Now, I am not one of those anti-videogame nuts who blames gamers for everything that is wrong with society. I do not see the world in such black-and-white terms, and I have known far too many gamers who were thoroughly decent, upstanding human beings to malign them. And to be fair, gaming is not all bad. Some, like my boyfriend, would even be quick to point out that gaming can sometimes influence people’s behavior for the better. Yes, some games can be violent and frightening, but there are also many games that teach players the value of such positive ideals as honor, friendship, loyalty, and yes, even compassion.

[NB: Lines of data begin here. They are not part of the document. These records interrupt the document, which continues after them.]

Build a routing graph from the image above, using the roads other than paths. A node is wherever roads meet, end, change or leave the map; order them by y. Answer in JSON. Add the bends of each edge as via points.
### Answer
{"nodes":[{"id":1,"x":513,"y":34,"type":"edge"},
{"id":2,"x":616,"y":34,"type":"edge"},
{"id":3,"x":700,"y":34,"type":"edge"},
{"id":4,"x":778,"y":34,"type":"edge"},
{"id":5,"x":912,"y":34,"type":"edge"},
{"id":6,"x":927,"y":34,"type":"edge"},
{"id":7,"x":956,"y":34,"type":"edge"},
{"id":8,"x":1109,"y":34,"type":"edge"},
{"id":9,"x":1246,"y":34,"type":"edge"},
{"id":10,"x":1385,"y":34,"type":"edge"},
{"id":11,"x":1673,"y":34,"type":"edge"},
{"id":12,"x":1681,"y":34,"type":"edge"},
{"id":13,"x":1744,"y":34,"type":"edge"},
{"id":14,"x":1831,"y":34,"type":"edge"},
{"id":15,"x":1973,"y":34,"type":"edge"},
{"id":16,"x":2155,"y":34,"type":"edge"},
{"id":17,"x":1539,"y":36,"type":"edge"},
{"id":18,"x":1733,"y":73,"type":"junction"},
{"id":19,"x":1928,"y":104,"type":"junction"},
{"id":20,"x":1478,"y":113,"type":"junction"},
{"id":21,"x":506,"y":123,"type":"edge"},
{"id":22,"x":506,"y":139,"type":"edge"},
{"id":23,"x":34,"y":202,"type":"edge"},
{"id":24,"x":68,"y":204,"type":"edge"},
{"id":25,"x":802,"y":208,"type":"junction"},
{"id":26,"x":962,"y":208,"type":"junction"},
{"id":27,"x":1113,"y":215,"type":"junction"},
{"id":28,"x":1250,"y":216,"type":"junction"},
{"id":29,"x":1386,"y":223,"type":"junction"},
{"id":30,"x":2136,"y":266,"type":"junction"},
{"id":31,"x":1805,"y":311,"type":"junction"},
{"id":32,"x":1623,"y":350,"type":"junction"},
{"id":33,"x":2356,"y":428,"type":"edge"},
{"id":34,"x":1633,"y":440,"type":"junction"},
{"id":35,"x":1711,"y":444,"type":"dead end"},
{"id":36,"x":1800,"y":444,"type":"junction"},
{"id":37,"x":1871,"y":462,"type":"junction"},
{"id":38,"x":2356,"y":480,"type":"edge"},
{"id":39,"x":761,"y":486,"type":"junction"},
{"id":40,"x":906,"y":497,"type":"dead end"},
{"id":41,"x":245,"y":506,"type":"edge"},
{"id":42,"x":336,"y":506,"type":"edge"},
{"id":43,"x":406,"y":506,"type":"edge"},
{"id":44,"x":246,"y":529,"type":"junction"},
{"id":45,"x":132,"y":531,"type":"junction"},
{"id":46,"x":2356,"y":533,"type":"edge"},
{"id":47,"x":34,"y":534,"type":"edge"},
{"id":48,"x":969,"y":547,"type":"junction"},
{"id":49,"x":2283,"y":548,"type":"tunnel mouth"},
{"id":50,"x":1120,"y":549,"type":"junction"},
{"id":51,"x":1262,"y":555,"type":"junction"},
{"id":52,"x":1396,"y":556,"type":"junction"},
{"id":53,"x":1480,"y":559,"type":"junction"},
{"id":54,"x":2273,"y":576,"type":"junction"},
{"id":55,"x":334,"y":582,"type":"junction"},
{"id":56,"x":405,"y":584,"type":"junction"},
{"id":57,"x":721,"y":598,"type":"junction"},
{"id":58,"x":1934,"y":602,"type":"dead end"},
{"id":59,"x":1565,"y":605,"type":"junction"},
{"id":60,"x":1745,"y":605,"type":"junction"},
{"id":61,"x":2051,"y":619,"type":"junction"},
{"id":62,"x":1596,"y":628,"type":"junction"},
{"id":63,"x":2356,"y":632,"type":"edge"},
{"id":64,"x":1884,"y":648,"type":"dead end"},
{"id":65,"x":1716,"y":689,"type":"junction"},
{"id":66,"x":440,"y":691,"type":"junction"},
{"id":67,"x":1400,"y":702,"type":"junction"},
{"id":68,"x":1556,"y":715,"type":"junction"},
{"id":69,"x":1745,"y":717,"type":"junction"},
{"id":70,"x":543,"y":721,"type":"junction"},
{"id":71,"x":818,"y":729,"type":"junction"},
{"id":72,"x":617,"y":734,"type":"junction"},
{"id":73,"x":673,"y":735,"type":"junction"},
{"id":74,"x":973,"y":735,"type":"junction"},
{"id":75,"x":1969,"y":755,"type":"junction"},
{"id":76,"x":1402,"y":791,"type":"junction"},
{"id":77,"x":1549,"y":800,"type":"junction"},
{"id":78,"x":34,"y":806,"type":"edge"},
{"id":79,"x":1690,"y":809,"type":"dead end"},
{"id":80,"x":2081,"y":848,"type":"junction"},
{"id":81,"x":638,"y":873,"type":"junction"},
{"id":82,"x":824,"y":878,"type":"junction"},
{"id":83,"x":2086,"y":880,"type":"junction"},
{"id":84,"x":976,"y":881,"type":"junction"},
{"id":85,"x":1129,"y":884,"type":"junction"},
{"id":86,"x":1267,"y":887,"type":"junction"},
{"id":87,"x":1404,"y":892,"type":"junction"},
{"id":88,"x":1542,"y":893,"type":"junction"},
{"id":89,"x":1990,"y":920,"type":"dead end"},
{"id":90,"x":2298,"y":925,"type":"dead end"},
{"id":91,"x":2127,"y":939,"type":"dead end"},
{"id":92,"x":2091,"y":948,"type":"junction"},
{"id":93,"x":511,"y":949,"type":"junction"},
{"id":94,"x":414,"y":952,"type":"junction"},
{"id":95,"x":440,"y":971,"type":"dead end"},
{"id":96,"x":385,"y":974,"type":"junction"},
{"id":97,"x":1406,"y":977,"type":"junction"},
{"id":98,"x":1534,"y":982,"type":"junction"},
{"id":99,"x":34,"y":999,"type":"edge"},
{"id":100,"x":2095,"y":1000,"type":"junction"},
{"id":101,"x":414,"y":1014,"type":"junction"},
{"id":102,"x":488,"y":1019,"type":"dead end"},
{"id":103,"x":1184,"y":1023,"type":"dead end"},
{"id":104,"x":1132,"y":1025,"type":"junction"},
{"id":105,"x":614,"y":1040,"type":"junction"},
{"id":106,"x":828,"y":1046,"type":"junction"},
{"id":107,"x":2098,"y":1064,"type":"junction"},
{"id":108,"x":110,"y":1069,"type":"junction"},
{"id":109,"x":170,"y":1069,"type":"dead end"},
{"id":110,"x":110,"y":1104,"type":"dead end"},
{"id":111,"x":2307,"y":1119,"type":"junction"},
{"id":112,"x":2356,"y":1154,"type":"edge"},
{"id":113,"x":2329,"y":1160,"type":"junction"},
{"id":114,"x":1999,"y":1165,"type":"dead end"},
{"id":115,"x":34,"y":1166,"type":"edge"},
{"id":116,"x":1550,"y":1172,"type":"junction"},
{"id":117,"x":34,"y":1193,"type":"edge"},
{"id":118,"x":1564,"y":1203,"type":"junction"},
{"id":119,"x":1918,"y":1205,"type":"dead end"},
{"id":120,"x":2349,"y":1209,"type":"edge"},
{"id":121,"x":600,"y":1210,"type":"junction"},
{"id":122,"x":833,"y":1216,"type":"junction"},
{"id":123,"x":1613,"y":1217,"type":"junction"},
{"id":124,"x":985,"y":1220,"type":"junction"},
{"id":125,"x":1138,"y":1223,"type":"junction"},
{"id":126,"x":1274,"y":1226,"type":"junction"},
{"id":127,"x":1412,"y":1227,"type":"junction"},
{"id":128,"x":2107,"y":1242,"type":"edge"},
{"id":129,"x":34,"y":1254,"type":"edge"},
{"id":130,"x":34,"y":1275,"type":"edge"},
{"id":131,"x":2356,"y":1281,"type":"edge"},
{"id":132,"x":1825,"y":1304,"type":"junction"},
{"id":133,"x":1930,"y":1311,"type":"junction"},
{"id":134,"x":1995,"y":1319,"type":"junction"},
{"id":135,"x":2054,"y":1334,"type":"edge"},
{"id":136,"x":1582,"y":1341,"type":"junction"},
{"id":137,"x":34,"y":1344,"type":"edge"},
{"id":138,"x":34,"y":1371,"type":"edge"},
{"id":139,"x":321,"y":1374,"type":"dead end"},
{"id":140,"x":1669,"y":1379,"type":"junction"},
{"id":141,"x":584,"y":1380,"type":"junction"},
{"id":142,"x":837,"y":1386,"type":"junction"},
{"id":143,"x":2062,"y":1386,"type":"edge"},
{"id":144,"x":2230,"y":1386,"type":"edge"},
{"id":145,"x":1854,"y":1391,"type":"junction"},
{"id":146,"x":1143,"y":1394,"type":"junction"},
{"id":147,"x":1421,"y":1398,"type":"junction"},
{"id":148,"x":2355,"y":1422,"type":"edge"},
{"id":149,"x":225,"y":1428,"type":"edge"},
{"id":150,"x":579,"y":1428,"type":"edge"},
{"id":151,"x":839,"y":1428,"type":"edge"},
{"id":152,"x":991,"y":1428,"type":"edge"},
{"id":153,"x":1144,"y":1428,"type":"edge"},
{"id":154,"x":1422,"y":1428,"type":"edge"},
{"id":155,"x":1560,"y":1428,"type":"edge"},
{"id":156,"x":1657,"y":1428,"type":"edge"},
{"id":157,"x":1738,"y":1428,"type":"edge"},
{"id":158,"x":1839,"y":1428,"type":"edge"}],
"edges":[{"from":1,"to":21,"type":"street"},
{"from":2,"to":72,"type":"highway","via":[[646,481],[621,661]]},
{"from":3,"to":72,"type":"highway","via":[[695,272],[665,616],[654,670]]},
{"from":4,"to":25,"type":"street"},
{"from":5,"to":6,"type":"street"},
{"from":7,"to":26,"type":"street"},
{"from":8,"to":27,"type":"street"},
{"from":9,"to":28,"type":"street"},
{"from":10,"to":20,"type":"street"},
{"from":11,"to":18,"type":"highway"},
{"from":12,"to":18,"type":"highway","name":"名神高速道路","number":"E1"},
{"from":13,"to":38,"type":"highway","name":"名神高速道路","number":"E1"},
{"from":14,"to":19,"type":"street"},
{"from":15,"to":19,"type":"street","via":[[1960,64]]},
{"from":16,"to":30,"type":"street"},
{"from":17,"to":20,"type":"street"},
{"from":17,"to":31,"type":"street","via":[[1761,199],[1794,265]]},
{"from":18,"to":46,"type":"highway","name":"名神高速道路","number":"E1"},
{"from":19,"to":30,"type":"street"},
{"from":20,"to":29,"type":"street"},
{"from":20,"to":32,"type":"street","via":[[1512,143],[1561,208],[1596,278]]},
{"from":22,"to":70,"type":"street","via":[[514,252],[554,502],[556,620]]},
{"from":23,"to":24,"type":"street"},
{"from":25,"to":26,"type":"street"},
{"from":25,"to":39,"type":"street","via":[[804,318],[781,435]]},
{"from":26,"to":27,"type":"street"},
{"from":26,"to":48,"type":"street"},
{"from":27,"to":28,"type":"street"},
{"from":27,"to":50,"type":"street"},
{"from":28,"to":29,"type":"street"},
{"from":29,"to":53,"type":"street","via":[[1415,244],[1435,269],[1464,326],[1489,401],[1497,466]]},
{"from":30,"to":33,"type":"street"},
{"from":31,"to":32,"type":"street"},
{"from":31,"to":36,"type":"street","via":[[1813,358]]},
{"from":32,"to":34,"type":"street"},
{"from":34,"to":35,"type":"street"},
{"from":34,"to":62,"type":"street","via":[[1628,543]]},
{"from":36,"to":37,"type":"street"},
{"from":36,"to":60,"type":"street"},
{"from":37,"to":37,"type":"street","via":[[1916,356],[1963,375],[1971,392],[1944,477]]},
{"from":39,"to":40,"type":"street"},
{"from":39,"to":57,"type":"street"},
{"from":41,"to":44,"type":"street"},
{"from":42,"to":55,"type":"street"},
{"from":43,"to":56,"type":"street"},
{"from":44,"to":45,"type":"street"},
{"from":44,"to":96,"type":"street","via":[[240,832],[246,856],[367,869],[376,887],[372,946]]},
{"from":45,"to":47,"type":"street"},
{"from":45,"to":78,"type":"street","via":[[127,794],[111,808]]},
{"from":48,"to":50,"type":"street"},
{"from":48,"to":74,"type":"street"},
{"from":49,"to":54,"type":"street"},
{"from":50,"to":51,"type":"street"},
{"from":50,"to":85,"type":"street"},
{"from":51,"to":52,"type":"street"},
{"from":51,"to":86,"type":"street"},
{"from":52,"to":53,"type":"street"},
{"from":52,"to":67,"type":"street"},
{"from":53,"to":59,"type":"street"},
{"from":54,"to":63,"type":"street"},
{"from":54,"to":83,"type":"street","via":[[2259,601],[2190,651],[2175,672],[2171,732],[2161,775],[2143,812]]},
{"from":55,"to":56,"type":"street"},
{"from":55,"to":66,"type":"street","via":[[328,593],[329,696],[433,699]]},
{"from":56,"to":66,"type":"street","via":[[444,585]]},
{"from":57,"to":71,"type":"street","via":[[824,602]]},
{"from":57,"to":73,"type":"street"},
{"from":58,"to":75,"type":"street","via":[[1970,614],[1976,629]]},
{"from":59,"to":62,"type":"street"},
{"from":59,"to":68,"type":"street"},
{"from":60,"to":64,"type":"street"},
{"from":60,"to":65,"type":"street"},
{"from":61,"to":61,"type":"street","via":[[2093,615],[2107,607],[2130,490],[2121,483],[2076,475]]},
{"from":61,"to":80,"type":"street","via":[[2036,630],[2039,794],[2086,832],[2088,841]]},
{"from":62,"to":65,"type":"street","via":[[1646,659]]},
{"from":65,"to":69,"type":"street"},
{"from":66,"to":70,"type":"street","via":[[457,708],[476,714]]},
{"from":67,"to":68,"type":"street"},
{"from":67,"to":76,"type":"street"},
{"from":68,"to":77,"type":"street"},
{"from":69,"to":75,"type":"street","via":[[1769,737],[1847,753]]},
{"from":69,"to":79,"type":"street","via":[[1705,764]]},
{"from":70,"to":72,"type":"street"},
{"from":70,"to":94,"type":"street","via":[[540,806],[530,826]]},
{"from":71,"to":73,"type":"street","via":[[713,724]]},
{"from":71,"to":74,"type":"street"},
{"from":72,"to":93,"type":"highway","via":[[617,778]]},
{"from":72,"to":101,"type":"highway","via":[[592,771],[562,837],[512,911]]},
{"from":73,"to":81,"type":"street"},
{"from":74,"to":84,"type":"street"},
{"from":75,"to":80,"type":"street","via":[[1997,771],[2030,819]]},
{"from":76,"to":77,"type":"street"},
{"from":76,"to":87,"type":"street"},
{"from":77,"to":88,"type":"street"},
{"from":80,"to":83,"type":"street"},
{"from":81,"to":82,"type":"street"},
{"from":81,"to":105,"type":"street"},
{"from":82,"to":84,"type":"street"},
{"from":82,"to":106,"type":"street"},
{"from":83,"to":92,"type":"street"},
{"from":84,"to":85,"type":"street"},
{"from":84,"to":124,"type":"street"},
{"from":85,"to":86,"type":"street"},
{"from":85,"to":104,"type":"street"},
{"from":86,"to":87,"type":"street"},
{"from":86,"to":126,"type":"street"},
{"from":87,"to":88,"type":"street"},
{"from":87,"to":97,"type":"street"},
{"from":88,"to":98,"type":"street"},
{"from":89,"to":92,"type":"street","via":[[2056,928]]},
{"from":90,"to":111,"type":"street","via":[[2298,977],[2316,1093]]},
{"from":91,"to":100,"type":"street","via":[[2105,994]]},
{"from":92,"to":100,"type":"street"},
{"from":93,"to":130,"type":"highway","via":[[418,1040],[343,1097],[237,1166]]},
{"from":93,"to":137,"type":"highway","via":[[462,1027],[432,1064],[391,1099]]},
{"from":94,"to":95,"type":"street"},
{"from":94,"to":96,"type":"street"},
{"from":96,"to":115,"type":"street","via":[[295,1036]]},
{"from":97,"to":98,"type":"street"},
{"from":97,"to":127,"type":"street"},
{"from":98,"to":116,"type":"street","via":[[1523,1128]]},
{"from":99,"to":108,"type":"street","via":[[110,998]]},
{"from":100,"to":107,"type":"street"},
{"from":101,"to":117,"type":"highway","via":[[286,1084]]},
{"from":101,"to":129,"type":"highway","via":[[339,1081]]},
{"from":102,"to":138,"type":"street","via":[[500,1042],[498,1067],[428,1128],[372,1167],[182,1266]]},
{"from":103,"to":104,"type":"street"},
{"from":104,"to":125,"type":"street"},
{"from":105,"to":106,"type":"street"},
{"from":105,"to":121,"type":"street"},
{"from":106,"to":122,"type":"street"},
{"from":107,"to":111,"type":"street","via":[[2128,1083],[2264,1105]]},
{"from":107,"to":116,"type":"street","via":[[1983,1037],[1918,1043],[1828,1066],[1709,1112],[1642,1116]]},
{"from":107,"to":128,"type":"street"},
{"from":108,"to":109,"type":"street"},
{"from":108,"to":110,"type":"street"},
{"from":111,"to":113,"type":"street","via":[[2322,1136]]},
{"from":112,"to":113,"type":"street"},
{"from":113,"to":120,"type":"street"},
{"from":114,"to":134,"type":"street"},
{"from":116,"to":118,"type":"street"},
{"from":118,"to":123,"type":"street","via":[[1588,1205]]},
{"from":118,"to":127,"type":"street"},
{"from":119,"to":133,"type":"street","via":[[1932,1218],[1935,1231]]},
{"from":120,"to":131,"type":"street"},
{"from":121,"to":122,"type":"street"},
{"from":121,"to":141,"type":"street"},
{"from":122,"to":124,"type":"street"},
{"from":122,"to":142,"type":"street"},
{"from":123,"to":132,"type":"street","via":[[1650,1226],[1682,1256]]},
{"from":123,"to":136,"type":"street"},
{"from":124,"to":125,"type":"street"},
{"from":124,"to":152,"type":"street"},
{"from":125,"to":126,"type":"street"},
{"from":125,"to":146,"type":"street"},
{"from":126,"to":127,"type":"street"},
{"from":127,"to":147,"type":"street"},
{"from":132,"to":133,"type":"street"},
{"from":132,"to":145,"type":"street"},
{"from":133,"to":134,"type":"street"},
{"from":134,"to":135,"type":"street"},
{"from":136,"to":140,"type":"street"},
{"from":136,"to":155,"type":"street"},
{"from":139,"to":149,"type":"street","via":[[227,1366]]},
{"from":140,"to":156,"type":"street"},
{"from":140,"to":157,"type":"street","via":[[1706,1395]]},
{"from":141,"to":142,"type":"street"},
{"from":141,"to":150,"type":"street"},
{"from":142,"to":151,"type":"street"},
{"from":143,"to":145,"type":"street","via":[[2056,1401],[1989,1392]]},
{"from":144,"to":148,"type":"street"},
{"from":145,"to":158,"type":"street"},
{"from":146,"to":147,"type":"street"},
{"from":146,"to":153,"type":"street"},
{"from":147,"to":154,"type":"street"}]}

Still, even knowing this, I cannot in good conscience deny that the dissociation from reality that comes with gaming does warrant some caution. Whether you’re shooting faceless Germans in the head or telling your Sim that she should flirt with the next-door neighbor, it’s often very easy to get caught up in playing God, and to forget why empathy for others is so important. I guess the wise gamer knows how to turn that impulse off once he sets the controller down; but as for me, I am not so wise. I don’t know how to be two people at once, or to toggle back and forth between my better and worse impulses. In the end, all I know how to do is set down the controller, turn off the game, and make the conscious decision never to turn it on again. Hopefully, that’s enough.